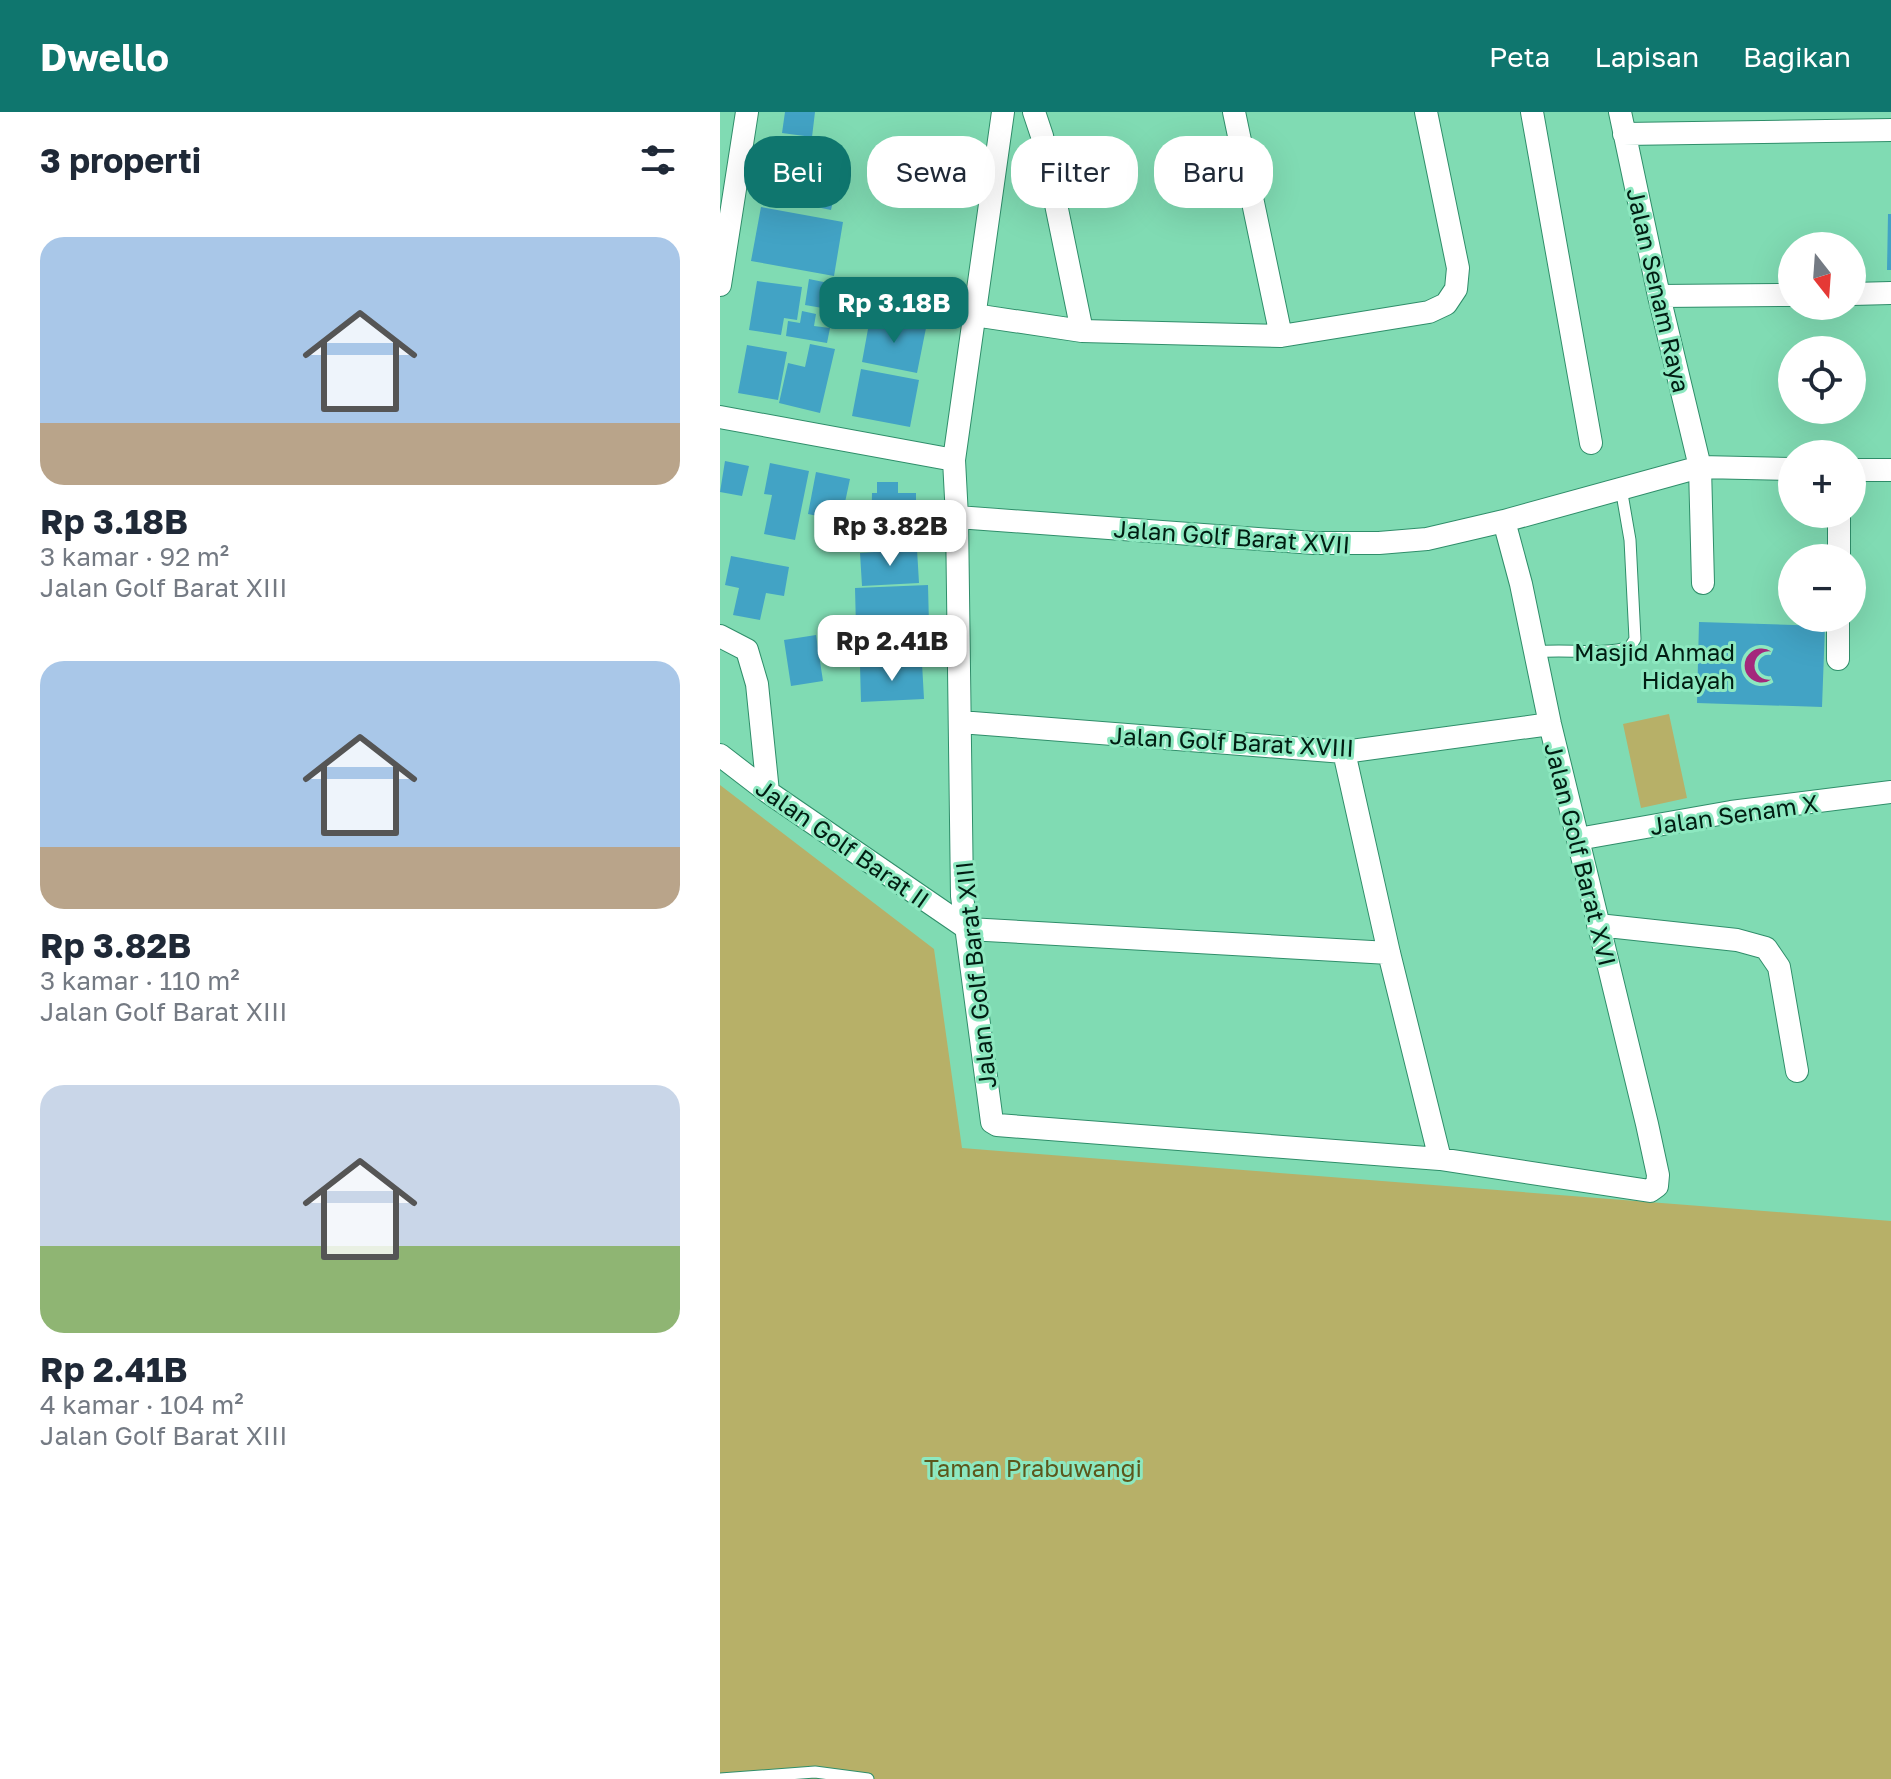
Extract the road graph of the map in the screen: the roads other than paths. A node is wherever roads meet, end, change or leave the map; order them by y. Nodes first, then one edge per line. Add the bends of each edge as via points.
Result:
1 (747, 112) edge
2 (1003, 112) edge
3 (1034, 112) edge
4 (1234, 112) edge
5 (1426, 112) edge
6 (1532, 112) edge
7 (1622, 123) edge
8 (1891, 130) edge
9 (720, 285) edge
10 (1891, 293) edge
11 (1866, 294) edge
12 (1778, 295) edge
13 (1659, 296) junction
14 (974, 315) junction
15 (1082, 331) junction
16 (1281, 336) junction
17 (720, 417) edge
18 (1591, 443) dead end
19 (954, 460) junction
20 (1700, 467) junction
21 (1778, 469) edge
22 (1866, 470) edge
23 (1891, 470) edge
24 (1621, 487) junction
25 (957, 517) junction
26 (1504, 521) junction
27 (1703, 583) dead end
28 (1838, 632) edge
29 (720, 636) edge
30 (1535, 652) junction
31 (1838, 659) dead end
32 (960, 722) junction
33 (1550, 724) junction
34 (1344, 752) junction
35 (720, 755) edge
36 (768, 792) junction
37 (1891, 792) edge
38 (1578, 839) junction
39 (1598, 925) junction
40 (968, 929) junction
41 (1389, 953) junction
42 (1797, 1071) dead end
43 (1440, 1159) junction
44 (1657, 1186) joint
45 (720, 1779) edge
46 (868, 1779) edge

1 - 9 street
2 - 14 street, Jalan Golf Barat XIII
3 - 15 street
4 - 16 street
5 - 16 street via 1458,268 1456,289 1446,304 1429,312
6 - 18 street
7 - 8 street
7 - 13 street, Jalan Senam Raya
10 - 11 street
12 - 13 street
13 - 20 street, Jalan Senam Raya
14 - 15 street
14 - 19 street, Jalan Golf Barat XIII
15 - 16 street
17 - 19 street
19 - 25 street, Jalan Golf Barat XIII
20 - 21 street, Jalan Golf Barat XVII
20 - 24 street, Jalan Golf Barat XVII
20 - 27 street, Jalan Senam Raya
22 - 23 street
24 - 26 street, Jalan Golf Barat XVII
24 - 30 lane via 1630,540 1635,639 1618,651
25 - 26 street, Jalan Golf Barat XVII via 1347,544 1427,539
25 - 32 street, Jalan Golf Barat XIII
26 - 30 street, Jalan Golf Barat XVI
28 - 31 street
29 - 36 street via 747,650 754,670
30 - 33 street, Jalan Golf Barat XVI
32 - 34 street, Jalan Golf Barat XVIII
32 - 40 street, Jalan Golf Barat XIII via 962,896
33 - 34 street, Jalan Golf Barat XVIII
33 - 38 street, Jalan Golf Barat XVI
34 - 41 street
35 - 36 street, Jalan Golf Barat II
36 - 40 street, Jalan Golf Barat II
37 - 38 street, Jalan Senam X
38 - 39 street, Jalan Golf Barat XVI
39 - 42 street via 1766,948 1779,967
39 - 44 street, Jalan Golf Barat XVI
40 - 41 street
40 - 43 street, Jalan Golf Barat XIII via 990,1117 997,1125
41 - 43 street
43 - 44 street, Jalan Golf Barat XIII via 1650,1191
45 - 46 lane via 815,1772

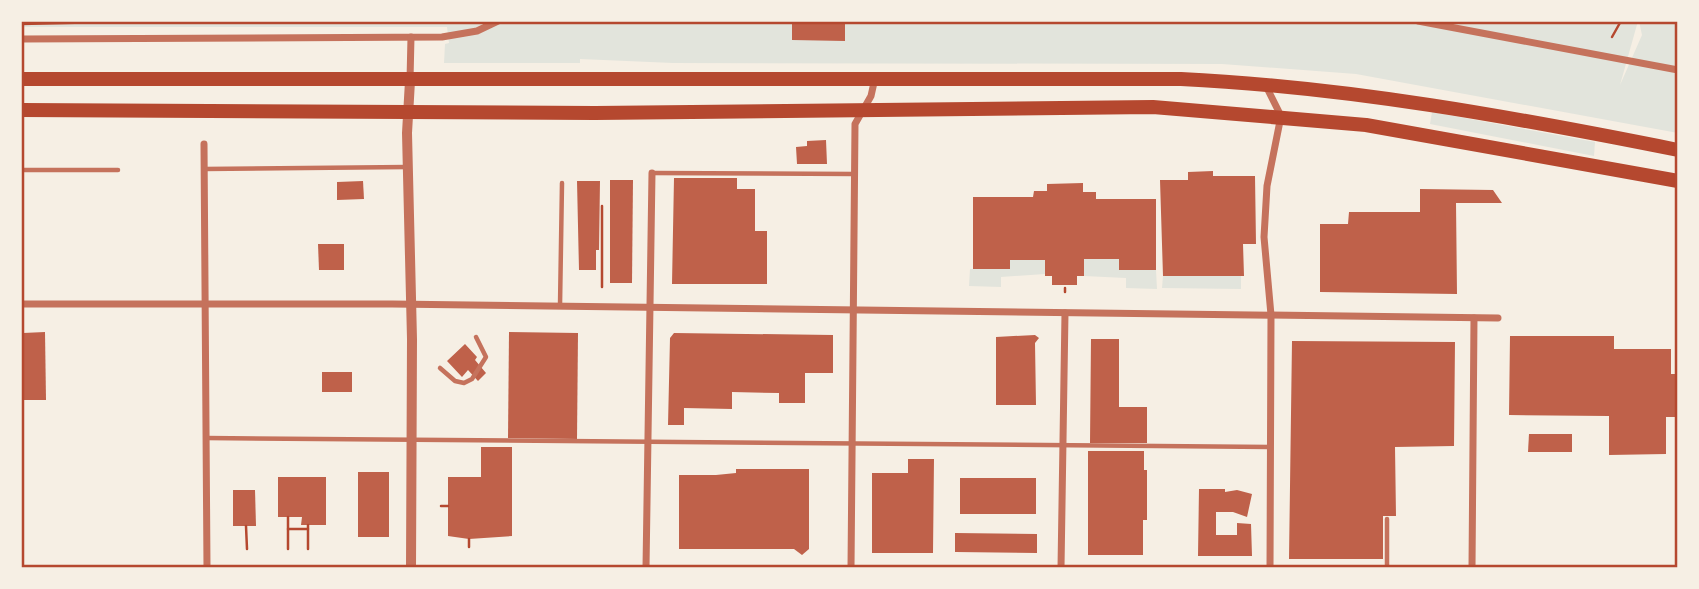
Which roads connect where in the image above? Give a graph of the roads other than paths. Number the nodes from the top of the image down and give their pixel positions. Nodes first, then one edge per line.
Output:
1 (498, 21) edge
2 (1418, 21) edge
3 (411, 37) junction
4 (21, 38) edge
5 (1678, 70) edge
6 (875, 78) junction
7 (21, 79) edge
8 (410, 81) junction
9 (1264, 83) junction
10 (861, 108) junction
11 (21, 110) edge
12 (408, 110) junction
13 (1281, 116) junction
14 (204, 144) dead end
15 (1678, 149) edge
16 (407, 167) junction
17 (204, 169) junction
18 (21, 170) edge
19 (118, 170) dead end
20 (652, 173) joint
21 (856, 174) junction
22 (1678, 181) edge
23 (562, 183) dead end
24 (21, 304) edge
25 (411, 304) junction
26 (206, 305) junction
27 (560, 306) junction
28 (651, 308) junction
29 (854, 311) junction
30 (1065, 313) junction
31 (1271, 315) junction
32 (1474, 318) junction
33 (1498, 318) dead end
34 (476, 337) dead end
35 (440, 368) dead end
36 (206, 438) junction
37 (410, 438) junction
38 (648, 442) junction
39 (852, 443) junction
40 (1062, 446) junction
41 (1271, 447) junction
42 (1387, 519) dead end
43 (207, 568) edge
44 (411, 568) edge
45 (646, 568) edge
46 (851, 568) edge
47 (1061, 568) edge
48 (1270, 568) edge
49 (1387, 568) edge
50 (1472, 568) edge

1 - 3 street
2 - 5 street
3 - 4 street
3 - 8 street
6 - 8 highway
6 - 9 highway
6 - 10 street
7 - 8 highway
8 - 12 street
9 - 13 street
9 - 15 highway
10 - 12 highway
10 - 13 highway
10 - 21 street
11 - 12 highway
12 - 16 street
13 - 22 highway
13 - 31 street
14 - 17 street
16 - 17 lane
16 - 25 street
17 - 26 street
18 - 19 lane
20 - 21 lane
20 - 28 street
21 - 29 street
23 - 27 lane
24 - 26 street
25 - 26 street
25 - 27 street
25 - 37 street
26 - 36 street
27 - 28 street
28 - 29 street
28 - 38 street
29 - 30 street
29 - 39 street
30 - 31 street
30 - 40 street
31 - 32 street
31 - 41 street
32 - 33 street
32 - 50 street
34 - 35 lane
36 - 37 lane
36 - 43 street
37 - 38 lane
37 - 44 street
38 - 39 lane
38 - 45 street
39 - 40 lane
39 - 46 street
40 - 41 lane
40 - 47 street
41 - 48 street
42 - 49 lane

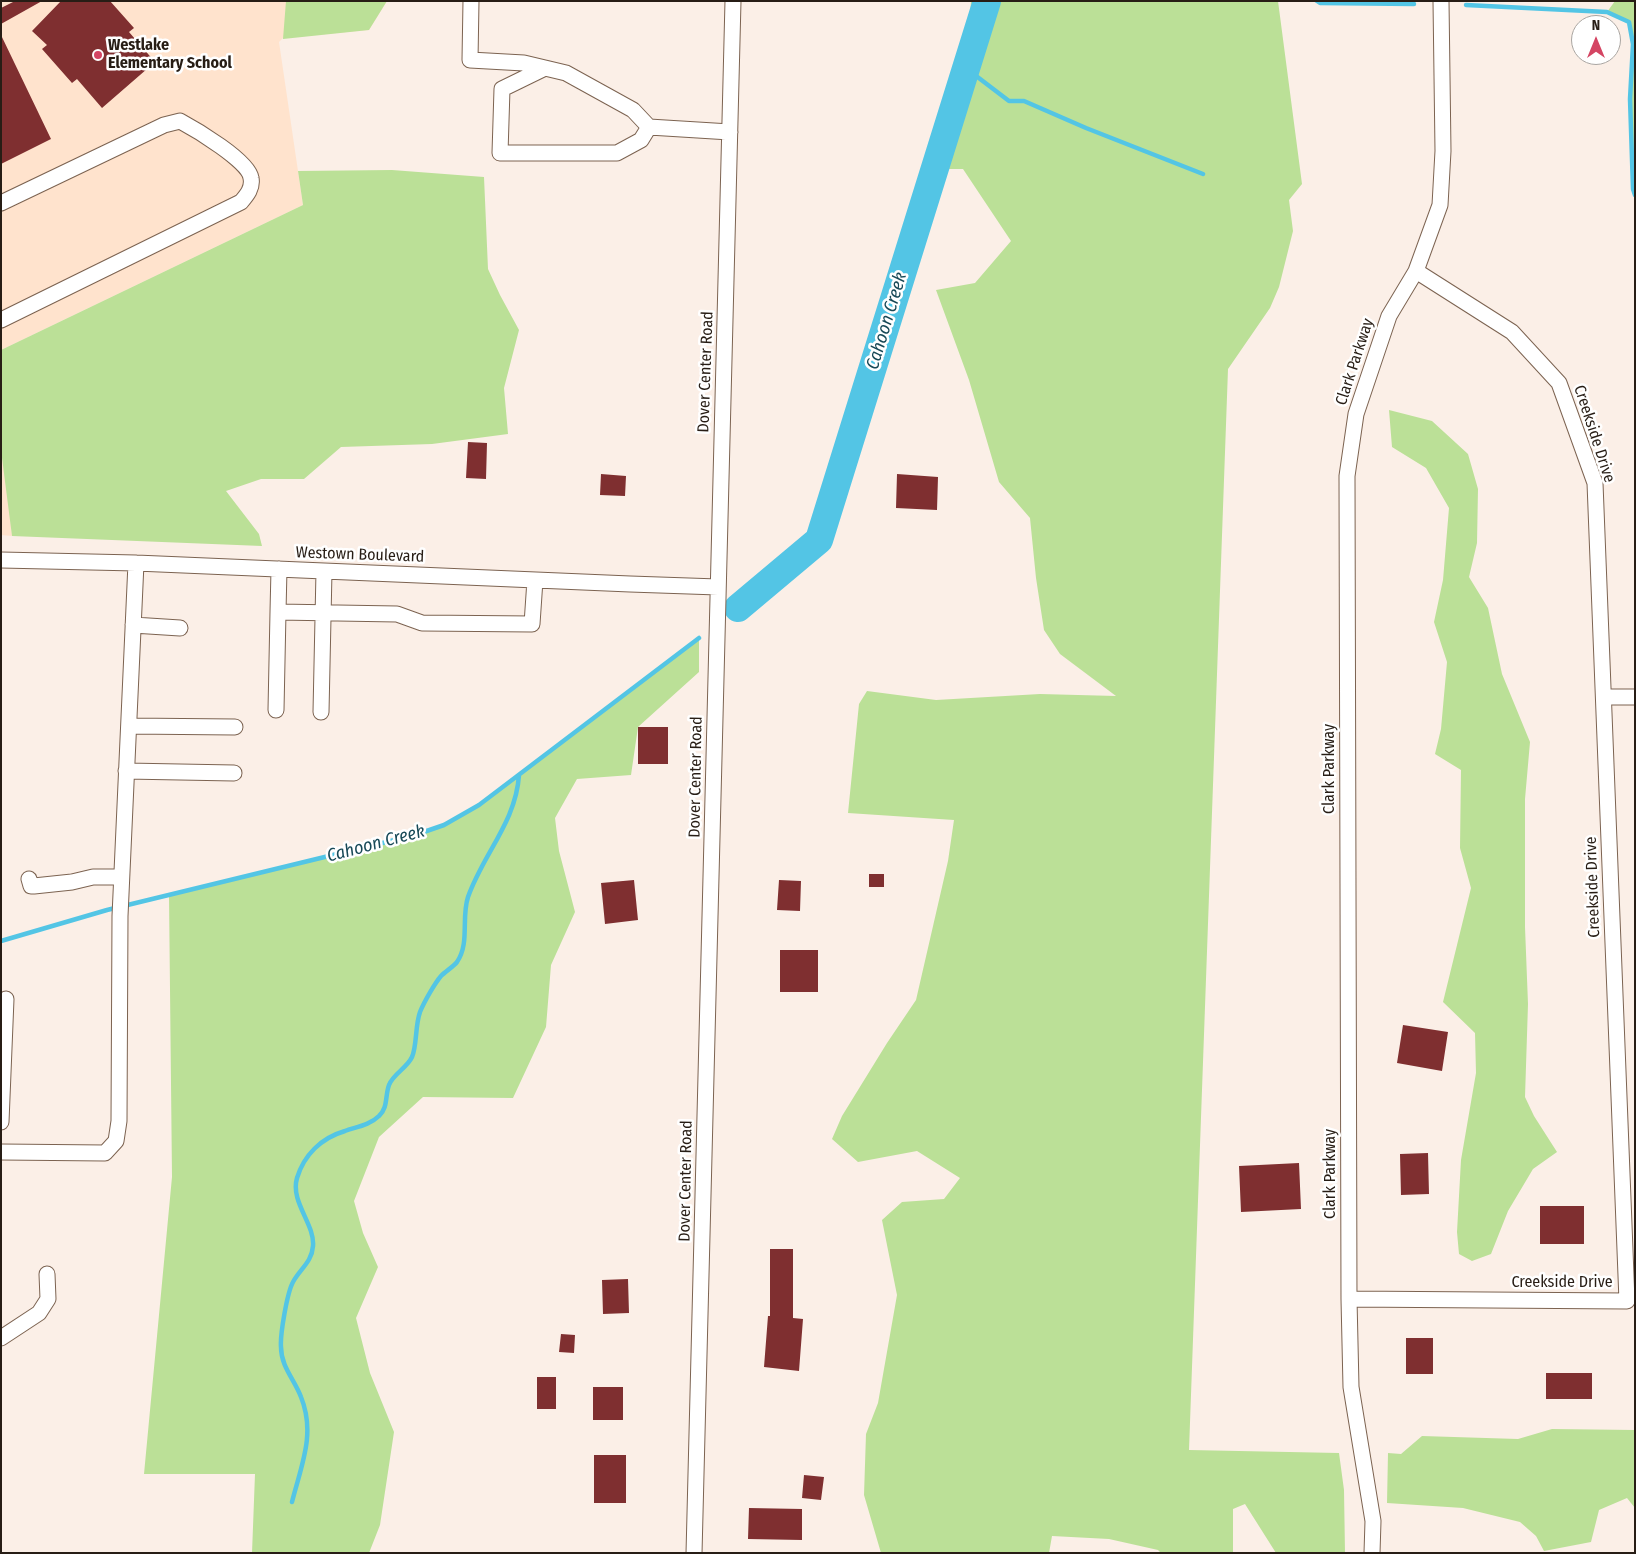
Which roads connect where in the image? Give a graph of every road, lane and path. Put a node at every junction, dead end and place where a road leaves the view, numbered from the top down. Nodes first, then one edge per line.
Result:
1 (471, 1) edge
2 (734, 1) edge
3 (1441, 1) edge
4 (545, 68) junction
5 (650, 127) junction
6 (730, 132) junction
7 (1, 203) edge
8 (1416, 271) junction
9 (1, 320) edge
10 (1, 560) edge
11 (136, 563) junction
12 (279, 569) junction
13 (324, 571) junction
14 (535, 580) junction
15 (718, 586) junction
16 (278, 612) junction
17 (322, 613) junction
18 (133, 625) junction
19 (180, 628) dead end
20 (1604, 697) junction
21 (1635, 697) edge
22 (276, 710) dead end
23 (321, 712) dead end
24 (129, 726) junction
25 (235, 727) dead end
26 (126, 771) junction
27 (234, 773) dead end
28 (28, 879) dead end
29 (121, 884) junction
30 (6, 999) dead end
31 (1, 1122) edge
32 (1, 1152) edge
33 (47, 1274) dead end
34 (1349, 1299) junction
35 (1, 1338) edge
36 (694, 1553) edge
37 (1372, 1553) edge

• • •

:: WHAT THE EXERCISE ASKS ::
Could you filter the entries above for lines holding the string "highway" and copy them?

:: SOLUTION TO THE EXERCISE ::
6 - 8 highway
6 - 9 highway
7 - 8 highway
9 - 15 highway
10 - 12 highway
10 - 13 highway
11 - 12 highway
13 - 22 highway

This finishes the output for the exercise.